Agility Robotics announced on February 19, 2026 a commercial agreement with Toyota Motor Manufacturing Canada to deploy Digit humanoid robots in automotive manufacturing. The agreement moves Digit into material handling work inside one of the most demanding industrial customer environments.
Agility was founded in 2015 as an Oregon State University spinout by Jonathan Hurst, Damion Shelton, and others. The company built Digit as a bipedal humanoid robot for logistics and industrial work, with a body designed to move through spaces built for people while carrying totes and handling repetitive material movement tasks. Digit's commercial path has centered on warehouses and manufacturing rather than household or entertainment use.
The Toyota agreement gives the company a different type of operating signal from a general humanoid demo. Automotive plants have strict cycle expectations, safety requirements, uptime demands, and process discipline. A humanoid robot in that environment has to fit a larger production system, coordinate with human workers, and justify its presence through work that is repeatable enough to automate while still awkward for conventional fixed automation.

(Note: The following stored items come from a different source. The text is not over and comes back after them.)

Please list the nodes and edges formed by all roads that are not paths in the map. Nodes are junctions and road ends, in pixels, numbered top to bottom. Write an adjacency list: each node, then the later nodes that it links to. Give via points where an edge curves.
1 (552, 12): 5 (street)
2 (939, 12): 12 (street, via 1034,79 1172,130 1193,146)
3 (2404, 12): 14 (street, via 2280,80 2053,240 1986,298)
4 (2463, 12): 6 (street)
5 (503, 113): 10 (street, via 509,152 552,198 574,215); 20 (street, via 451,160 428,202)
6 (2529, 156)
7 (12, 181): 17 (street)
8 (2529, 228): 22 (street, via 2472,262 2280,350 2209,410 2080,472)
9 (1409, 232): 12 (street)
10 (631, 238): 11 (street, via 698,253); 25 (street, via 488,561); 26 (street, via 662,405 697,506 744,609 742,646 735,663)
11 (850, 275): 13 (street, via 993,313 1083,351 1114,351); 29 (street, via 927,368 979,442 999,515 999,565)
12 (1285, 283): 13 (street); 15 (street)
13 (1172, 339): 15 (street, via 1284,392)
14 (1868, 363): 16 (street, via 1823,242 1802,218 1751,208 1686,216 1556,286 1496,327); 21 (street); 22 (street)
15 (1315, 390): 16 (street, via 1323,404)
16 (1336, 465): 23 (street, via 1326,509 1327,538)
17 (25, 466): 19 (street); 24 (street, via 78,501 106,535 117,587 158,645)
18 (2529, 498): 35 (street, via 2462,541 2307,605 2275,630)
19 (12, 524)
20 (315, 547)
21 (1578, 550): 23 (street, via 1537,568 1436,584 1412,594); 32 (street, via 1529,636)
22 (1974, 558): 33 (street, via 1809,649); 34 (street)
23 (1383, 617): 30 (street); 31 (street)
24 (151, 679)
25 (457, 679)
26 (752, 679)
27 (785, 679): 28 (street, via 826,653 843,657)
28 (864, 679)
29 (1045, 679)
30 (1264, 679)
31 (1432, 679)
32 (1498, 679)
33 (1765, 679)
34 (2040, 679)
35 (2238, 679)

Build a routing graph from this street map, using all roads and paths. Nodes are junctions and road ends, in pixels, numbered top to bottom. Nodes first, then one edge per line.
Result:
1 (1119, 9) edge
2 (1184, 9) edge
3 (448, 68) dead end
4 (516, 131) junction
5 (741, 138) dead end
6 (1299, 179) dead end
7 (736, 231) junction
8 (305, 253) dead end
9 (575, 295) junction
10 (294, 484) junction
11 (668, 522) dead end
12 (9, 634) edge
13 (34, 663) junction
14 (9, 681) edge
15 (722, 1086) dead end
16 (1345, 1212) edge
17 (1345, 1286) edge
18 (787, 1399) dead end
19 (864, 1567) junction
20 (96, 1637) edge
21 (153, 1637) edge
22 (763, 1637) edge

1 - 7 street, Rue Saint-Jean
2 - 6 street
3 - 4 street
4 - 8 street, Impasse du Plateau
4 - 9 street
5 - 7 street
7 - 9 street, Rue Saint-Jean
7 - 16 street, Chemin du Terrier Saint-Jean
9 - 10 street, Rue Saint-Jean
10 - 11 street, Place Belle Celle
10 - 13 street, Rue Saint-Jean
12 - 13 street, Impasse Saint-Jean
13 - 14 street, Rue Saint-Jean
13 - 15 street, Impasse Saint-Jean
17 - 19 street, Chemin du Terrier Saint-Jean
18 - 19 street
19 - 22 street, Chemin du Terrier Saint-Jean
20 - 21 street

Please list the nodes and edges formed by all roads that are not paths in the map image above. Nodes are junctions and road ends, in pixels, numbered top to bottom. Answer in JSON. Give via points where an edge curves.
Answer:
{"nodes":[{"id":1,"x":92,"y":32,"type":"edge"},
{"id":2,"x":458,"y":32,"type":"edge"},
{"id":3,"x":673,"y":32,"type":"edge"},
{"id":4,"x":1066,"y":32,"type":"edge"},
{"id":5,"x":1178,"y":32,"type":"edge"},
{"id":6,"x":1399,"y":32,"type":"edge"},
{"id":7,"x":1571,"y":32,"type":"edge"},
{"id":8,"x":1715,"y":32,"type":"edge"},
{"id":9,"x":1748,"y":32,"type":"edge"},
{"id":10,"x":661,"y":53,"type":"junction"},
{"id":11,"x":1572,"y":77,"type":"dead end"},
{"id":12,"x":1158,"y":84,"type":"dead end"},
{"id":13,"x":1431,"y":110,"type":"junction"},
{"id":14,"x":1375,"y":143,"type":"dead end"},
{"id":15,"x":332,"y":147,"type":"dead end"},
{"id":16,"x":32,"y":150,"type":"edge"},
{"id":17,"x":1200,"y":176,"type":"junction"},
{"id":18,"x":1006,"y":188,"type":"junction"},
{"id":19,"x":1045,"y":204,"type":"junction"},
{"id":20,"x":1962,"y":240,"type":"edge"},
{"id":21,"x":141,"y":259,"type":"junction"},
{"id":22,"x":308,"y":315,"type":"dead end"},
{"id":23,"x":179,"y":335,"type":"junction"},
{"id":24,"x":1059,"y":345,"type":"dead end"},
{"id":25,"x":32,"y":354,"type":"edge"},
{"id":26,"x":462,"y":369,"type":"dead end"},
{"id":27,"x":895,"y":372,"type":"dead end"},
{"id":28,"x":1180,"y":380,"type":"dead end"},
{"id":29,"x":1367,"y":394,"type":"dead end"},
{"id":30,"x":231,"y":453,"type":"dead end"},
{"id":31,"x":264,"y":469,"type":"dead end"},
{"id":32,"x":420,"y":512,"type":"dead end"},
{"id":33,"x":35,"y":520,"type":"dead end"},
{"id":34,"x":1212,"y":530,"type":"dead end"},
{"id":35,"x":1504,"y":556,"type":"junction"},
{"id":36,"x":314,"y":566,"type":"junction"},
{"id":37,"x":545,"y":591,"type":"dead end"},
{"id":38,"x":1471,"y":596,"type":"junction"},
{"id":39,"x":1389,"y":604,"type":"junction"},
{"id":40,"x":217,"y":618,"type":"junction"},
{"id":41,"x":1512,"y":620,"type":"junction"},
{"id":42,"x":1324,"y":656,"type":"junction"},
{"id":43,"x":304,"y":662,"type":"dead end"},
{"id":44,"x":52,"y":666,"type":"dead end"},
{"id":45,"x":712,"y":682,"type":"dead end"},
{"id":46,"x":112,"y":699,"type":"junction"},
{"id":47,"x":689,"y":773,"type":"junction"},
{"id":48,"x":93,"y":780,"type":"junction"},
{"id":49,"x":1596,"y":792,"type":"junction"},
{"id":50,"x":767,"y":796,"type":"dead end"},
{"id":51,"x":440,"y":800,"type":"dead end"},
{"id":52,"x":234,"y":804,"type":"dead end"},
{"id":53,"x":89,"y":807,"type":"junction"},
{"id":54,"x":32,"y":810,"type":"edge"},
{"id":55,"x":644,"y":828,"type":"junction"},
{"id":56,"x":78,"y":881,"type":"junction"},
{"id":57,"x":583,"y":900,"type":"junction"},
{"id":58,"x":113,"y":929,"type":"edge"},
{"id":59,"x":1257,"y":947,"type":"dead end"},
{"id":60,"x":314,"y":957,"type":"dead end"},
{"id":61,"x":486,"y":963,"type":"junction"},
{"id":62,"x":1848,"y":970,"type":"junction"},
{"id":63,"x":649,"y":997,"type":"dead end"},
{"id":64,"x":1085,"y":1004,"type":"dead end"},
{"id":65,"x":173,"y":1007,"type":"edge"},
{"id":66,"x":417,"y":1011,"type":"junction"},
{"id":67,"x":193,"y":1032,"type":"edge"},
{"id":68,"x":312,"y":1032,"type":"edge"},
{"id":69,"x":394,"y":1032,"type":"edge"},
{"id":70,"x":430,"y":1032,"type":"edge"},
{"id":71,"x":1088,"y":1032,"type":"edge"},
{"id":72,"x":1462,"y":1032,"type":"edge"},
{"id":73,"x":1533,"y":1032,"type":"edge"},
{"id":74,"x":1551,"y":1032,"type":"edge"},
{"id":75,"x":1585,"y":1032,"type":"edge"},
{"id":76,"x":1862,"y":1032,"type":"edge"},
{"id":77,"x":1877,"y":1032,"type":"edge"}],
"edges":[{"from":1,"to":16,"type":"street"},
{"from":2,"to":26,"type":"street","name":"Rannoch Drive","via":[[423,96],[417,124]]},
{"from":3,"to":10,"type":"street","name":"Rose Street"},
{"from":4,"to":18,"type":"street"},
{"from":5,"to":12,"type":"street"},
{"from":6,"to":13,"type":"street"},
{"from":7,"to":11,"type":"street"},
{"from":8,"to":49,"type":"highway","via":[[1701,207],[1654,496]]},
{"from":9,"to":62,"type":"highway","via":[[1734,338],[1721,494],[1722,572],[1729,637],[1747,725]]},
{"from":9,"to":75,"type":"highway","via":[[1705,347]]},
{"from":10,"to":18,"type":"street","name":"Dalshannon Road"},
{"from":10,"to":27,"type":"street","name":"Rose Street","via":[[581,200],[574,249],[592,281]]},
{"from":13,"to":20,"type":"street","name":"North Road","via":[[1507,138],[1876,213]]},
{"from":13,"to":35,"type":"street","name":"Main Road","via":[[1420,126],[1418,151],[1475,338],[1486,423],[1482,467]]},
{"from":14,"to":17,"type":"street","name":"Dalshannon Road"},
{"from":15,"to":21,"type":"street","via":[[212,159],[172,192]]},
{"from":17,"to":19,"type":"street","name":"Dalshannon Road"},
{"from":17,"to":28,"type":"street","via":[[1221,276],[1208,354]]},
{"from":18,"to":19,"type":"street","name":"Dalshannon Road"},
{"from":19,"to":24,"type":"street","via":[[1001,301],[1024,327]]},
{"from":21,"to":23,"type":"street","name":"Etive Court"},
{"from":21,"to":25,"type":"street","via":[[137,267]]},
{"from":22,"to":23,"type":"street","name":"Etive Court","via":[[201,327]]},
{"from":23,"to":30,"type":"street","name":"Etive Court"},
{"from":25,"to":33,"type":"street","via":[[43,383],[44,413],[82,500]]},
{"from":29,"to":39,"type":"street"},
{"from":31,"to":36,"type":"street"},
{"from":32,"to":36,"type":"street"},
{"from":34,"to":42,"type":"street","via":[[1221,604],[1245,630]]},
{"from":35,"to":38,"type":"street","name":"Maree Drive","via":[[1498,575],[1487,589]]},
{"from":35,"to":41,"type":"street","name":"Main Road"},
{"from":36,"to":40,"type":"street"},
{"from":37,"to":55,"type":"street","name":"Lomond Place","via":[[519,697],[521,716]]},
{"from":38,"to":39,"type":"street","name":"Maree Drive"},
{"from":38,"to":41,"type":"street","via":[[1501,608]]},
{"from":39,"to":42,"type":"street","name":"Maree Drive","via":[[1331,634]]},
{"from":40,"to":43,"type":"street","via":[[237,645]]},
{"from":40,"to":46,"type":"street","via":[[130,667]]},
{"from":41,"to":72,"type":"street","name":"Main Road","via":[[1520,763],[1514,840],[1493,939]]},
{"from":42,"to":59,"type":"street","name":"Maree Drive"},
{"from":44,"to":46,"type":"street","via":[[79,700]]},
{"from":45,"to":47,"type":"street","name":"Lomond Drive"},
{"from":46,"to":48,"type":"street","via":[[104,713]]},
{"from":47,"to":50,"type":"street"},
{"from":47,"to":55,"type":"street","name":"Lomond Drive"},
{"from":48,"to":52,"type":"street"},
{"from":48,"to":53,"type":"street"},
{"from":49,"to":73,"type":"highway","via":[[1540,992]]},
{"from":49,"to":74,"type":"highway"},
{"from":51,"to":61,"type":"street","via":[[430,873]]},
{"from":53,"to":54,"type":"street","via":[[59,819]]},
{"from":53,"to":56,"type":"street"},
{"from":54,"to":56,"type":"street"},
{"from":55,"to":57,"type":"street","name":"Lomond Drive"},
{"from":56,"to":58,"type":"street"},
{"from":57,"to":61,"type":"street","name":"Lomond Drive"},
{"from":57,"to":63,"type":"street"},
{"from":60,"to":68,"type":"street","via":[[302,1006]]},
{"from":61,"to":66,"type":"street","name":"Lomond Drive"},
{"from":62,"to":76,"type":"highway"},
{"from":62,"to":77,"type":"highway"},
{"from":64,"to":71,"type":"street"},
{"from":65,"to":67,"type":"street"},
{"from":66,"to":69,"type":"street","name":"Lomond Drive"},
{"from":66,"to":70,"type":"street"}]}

Agility says Digit will support material handling at Toyota Motor Manufacturing Canada. Public material does not disclose the number of robots, exact workcell configuration, contract duration, or performance targets. That keeps the proof level below a scaled rollout, but the named customer and manufacturing setting are meaningful. Automotive customers typically do not create deployment partnerships lightly, and Toyota's production culture gives the event more weight than a robotics lab video.
Digit's strategic lane is the middle ground between fixed industrial automation and mobile warehouse robots. Conveyor systems, AMRs, cobots, and industrial arms already solve many parts of material flow. Humanoid robots aim at tasks where the work happens around human-scale containers, carts, shelves, doors, and facility layouts that were not designed for automation from the start.
The competitive field includes Figure AI, Apptronik, Tesla Optimus, Boston Dynamics, Sanctuary AI, Agility's logistics automation partners, and industrial AMR providers that solve material movement with wheeled systems. Agility's distinction is commercial manufacturing entry with a bipedal robot already designed around logistics handling rather than a general humanoid promise.
The Toyota agreement positions Digit around the manufacturing test that matters most for humanoids: sustained useful work inside real production systems. If Agility can turn a named automotive deployment into repeatable material-handling performance, Digit becomes less of a humanoid category signal and more of a labor-capacity tool for factories built around human-scale movement.